However, if the date header is present, and I<future> and/or I<past> are
defined, it will be validated.
=head2 future
The number of days in the future beyond which messages are invalid.
headers [ future 1 ]
=head2 past
The number of days in the past beyond which a message is invalid. The Date header is added by the MUA, so there are many valid reasons a message may have an older date in the header. It could have been delayed by the client, the sending server, connectivity problems, recipient server problem, recipient server configuration, etc. The I<past> setting should take those factors into consideration.
I would be surprised if a valid message ever had a date header older than a week.
headers [ past 5 ]
=head2 reject
Determine if the connection is denied. Use the I<reject 0> option when first enabling the plugin, and then watch your logs to see what would have been rejected. When you are no longer concerned that valid messages will be rejected, enable with I<reject 1>.
headers reject [ 0 | 1 ]
Default: 1
=head2 reject_type
Whether to issue a permanent or temporary rejection. The default is permanent.
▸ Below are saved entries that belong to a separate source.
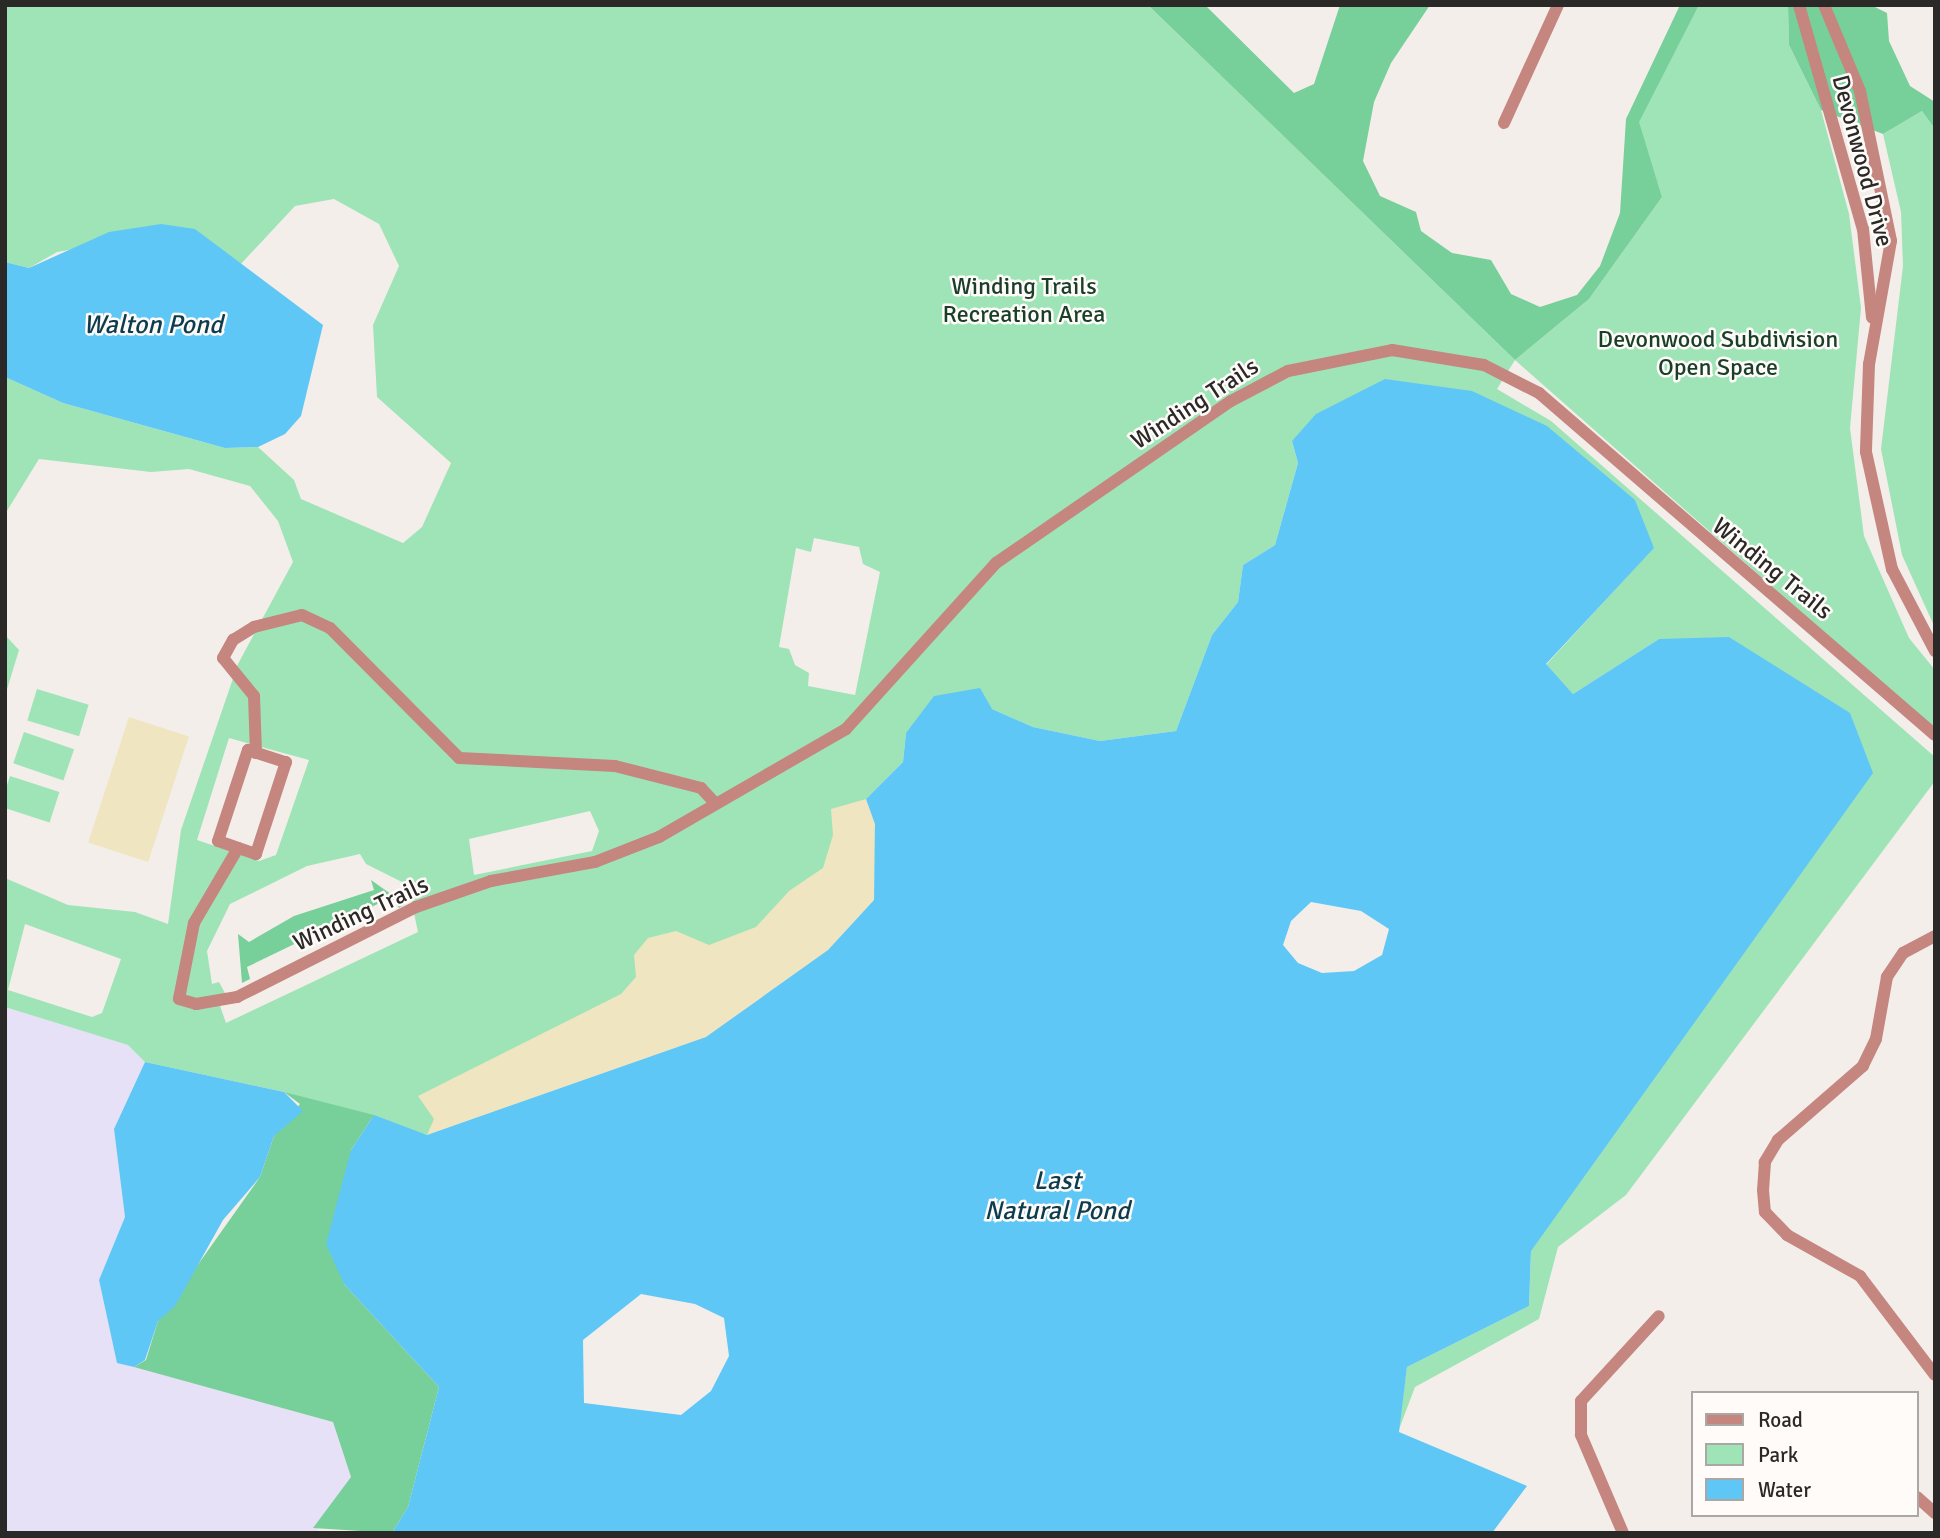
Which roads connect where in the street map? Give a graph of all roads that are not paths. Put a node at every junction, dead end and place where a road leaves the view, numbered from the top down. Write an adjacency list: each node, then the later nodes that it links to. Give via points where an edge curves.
1 (1558, 5): 4 (street)
2 (1799, 5): 5 (street, Devonwood Drive, via 1863,229)
3 (1824, 5): 5 (street, Devonwood Drive, via 1860,91 1882,180 1891,241)
4 (1504, 123)
5 (1873, 329): 6 (street, Devonwood Drive, via 1865,407 1876,505 1892,569)
6 (1935, 651)
7 (1935, 735): 9 (street, Winding Trails, via 1539,393 1456,357 1392,349 1288,371 1231,401 996,563 853,724)
8 (257, 753): 9 (street, via 254,696 223,658 233,640 254,627 302,615 330,628 459,758 615,766 701,788); 10 (street, via 248,750 218,841); 10 (street, via 286,762 256,854)
9 (713, 801): 10 (street, Winding Trails, via 636,848 491,881 416,907 237,997 196,1004 179,999 194,923)
10 (238, 848)
11 (1935, 936): 13 (street, via 1903,953 1892,969 1863,1066 1778,1140 1765,1161 1763,1190 1765,1212 1787,1235 1860,1276)
12 (1659, 1316): 16 (street, via 1581,1401 1581,1435)
13 (1935, 1375)
14 (1919, 1499): 15 (street)
15 (1935, 1513)
16 (1623, 1533)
headers reject_type [ temp | perm ]
Using a temporary rejection is a cautious way to enable rejections. It allows an administrator to watch for a trial period and assure no valid messages are rejected. If a deferral of valid mail is noticed, I<reject 0> can be set to permit the deferred message to be delivered.
Default: perm
=head2 loglevel
Adjust the quantity of logging for this plugin. See docs/logging.pod
=head1 TODO
=head1 SEE ALSO
=head1 AUTHOR
2012 - Matt Simerson
based in part upon check_basicheaders by Jim Winstead Jr.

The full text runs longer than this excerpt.